** Data records follows **

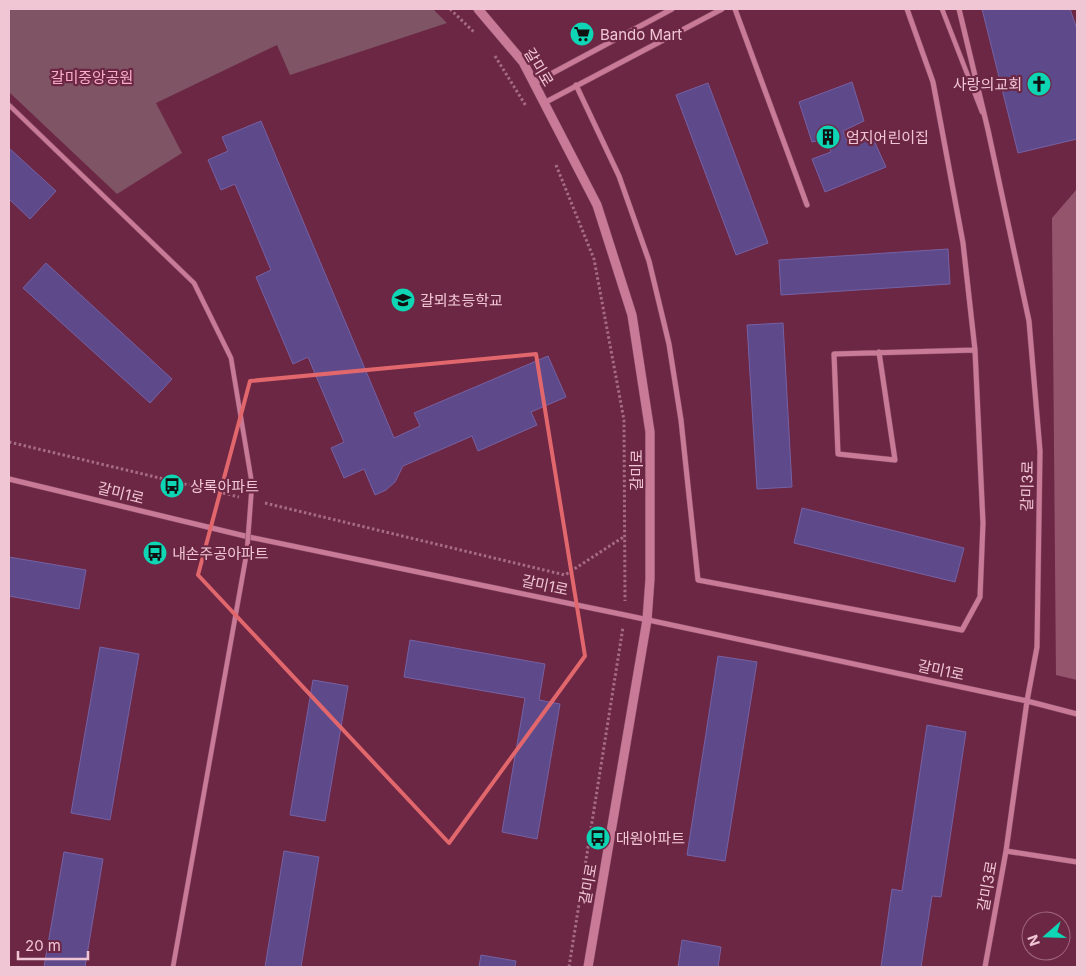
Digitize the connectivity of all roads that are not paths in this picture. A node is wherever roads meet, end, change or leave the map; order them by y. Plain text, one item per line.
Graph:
1 (478, 9) edge
2 (672, 9) edge
3 (722, 9) edge
4 (735, 9) edge
5 (907, 9) edge
6 (942, 9) edge
7 (959, 9) edge
8 (534, 83) junction
9 (576, 85) junction
10 (544, 103) junction
11 (9, 105) edge
12 (988, 130) junction
13 (807, 205) dead end
14 (975, 350) junction
15 (878, 352) junction
16 (9, 479) edge
17 (647, 620) junction
18 (1027, 701) junction
19 (1077, 714) edge
20 (1006, 851) junction
21 (1077, 862) edge
22 (173, 967) edge
23 (588, 967) edge
24 (986, 967) edge

1 - 8 street, 갈미로
2 - 8 street
3 - 9 street
4 - 13 street
5 - 14 street
6 - 12 street
7 - 12 street, 갈미3로
8 - 10 street, 갈미로
9 - 10 street
9 - 14 street
10 - 17 street, 갈미로
11 - 22 street, bridge
12 - 18 street, 갈미3로
14 - 15 street
15 - 15 street
16 - 17 street, 갈미1로
17 - 18 street, 갈미1로
17 - 23 street, 갈미로
18 - 19 street, 갈미1로
18 - 20 street, 갈미3로
20 - 21 street
20 - 24 street, 갈미3로

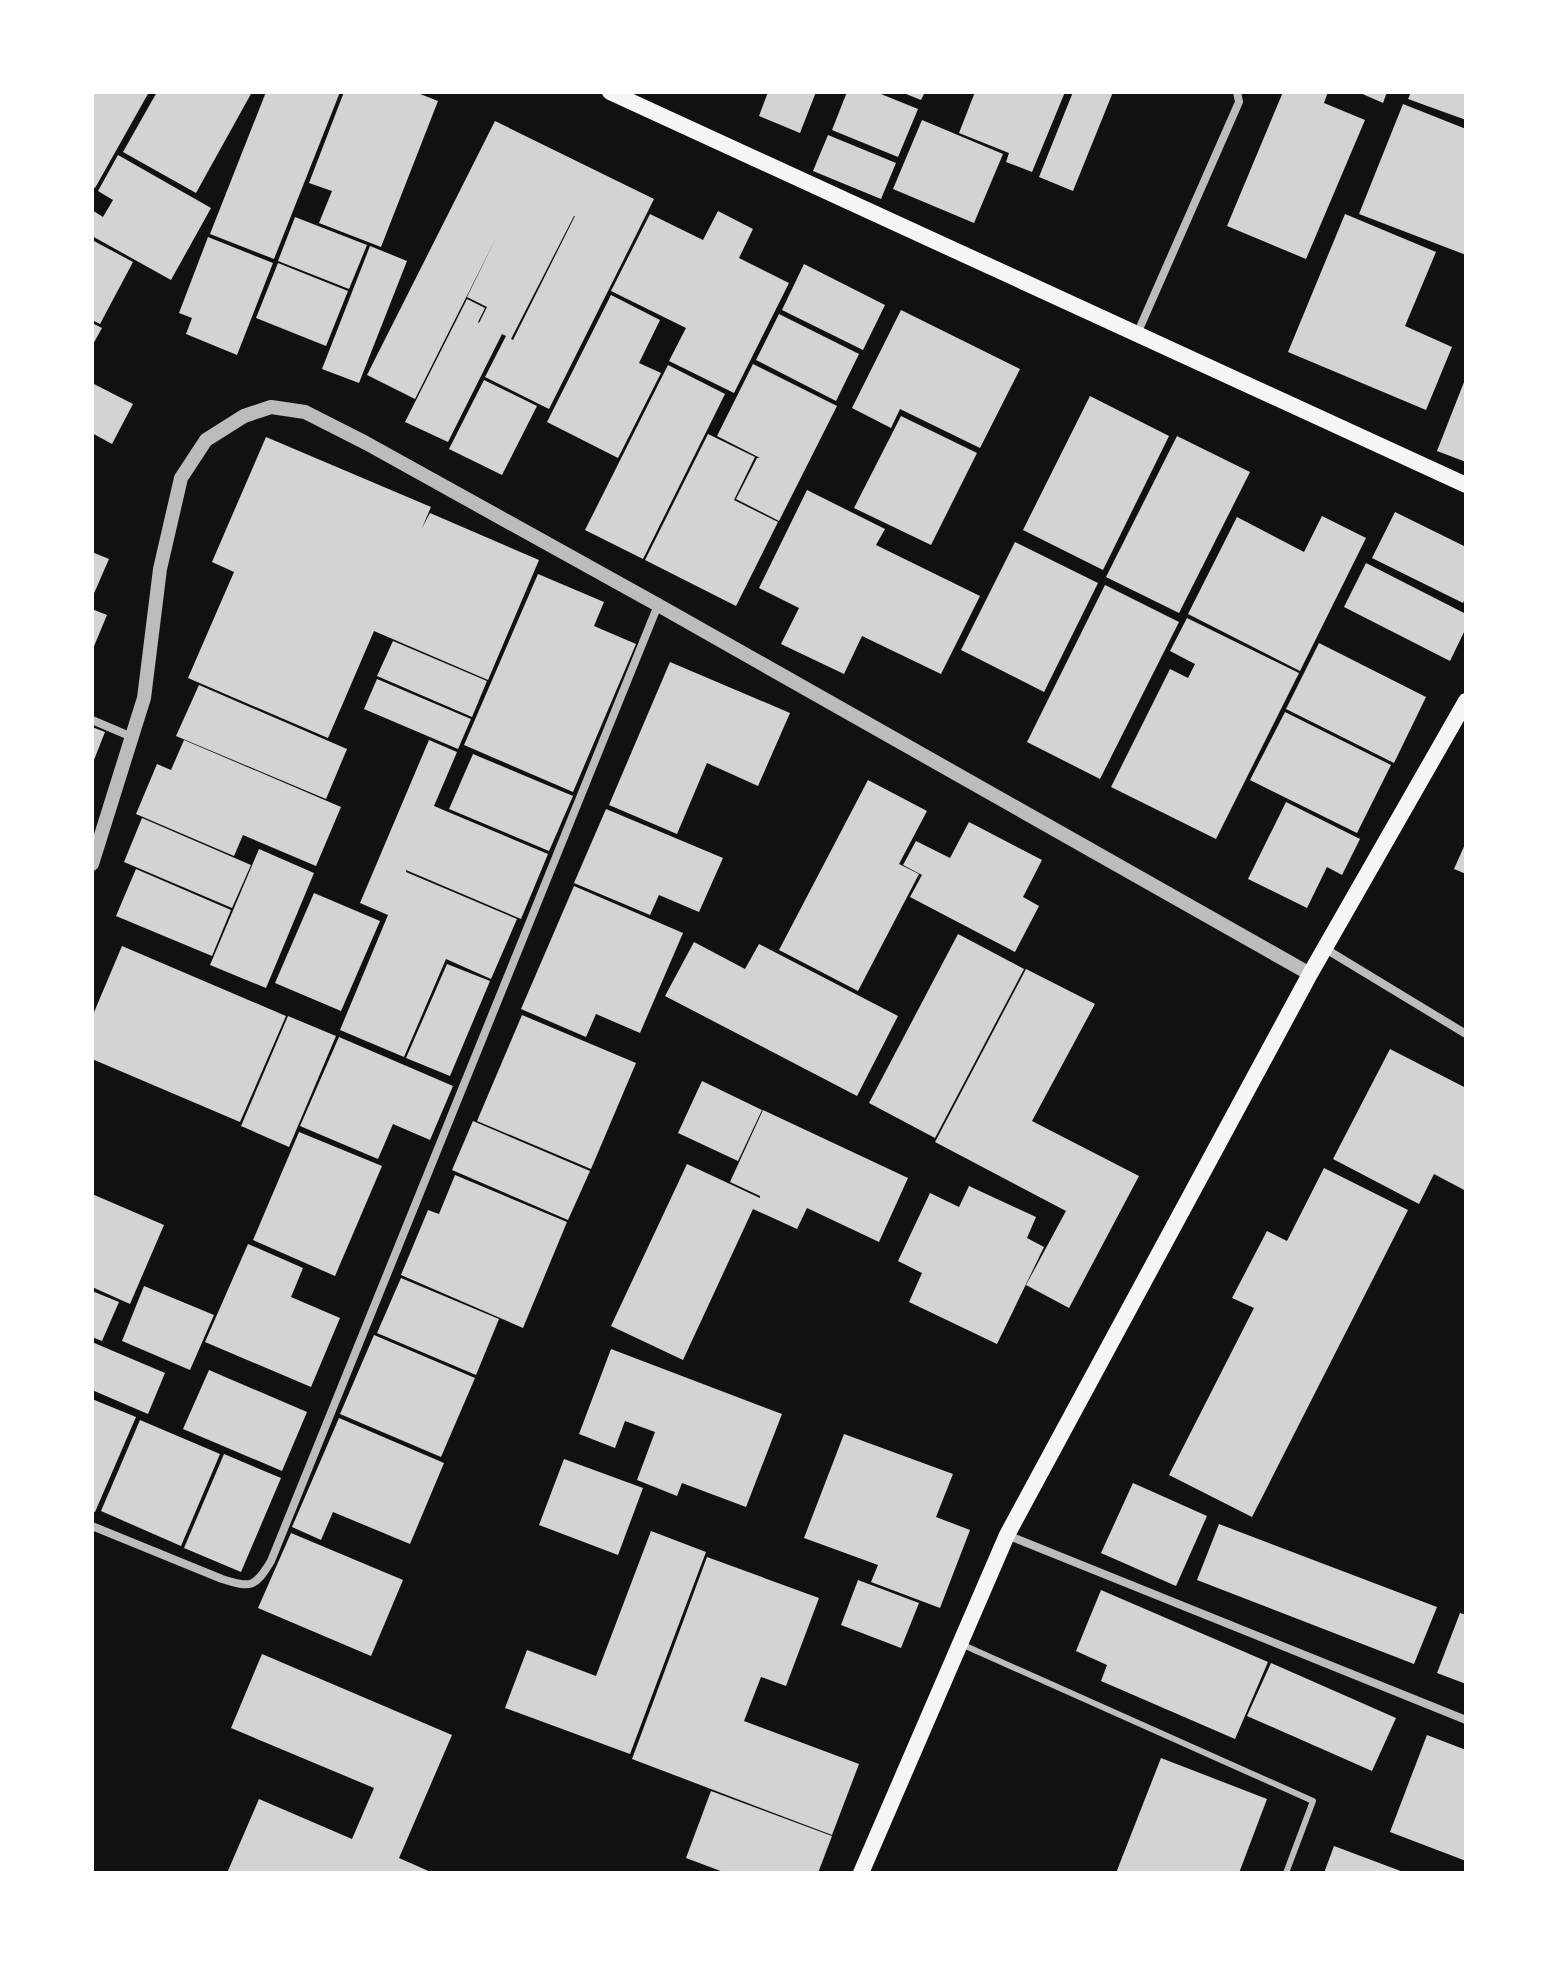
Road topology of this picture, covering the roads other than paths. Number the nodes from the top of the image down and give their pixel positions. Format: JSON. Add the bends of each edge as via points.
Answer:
{"nodes":[{"id":1,"x":610,"y":92,"type":"edge"},
{"id":2,"x":1237,"y":92,"type":"edge"},
{"id":3,"x":1137,"y":334,"type":"junction"},
{"id":4,"x":1466,"y":485,"type":"edge"},
{"id":5,"x":658,"y":605,"type":"junction"},
{"id":6,"x":1466,"y":701,"type":"edge"},
{"id":7,"x":92,"y":720,"type":"edge"},
{"id":8,"x":132,"y":737,"type":"junction"},
{"id":9,"x":92,"y":864,"type":"edge"},
{"id":10,"x":1324,"y":948,"type":"junction"},
{"id":11,"x":1310,"y":974,"type":"junction"},
{"id":12,"x":1466,"y":1034,"type":"edge"},
{"id":13,"x":92,"y":1526,"type":"edge"},
{"id":14,"x":1007,"y":1535,"type":"junction"},
{"id":15,"x":961,"y":1644,"type":"junction"},
{"id":16,"x":1466,"y":1720,"type":"edge"},
{"id":17,"x":862,"y":1873,"type":"edge"},
{"id":18,"x":1286,"y":1873,"type":"edge"}],
"edges":[{"from":1,"to":3,"type":"main road"},
{"from":2,"to":3,"type":"street","via":[[1239,102]]},
{"from":3,"to":4,"type":"main road"},
{"from":5,"to":8,"type":"street","via":[[366,443],[305,412],[271,407],[244,416],[206,440],[181,478],[160,569],[144,698]]},
{"from":5,"to":11,"type":"street"},
{"from":5,"to":13,"type":"street","via":[[263,1574],[243,1586]]},
{"from":6,"to":10,"type":"main road"},
{"from":7,"to":8,"type":"street"},
{"from":8,"to":9,"type":"street"},
{"from":10,"to":11,"type":"main road"},
{"from":10,"to":12,"type":"street"},
{"from":11,"to":14,"type":"main road"},
{"from":14,"to":15,"type":"main road"},
{"from":14,"to":16,"type":"street"},
{"from":15,"to":17,"type":"main road"},
{"from":15,"to":18,"type":"lane","via":[[1313,1801]]}]}
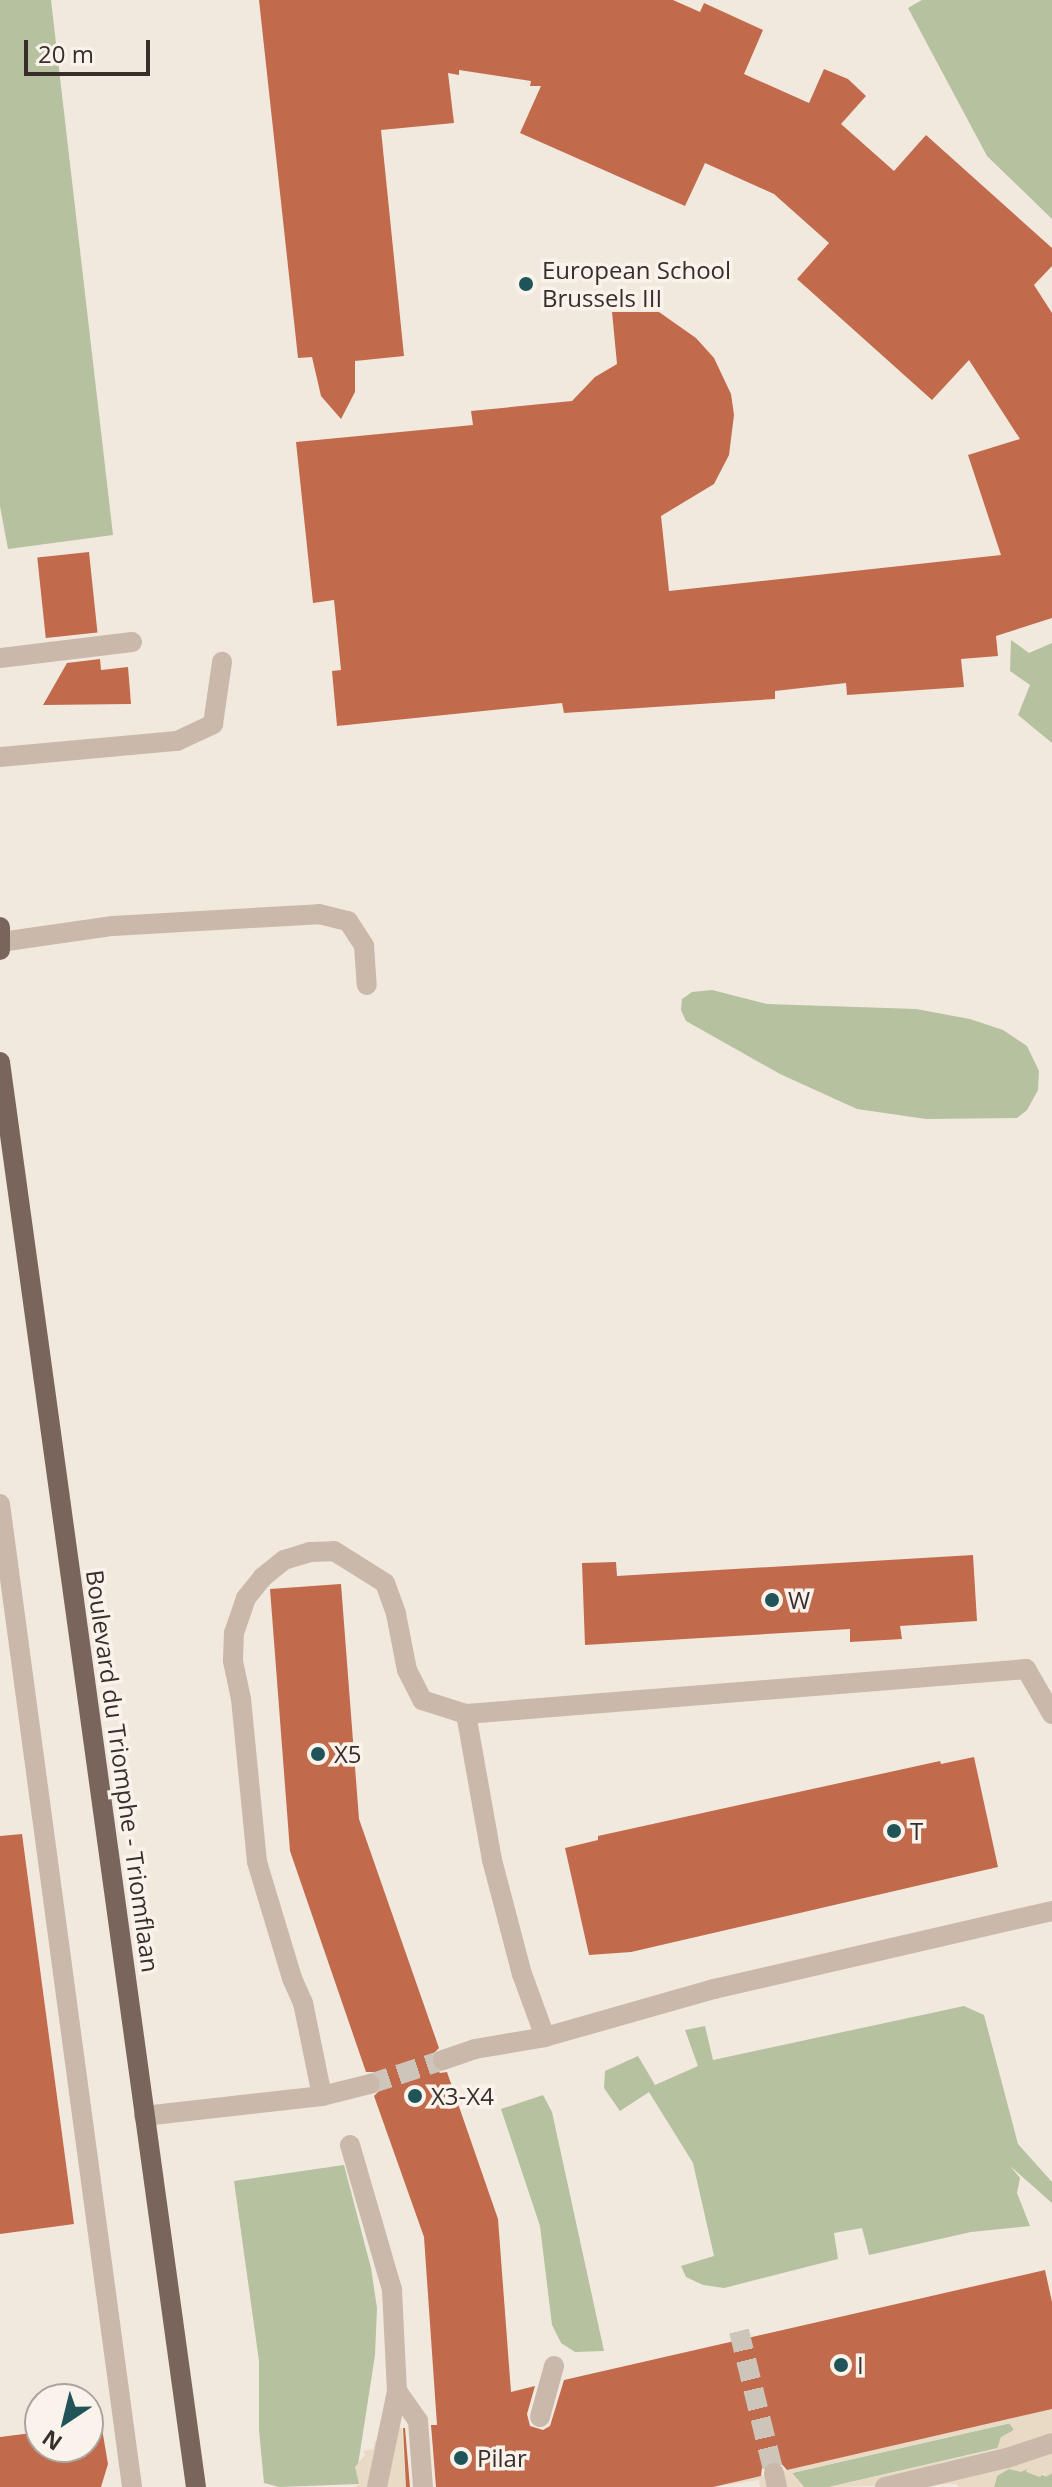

** End of Data records **

Exercise aim
Lines with the word "nodes" in them should be copied from the preceding records.

Answer to this task
Road topology of this picture, covering the roads other than paths. Number the nodes from the top of the image down and give their pixel positions. Format: JSON. Add the bends of each edge as via points.
{"nodes":[{"id":1,"x":610,"y":92,"type":"edge"},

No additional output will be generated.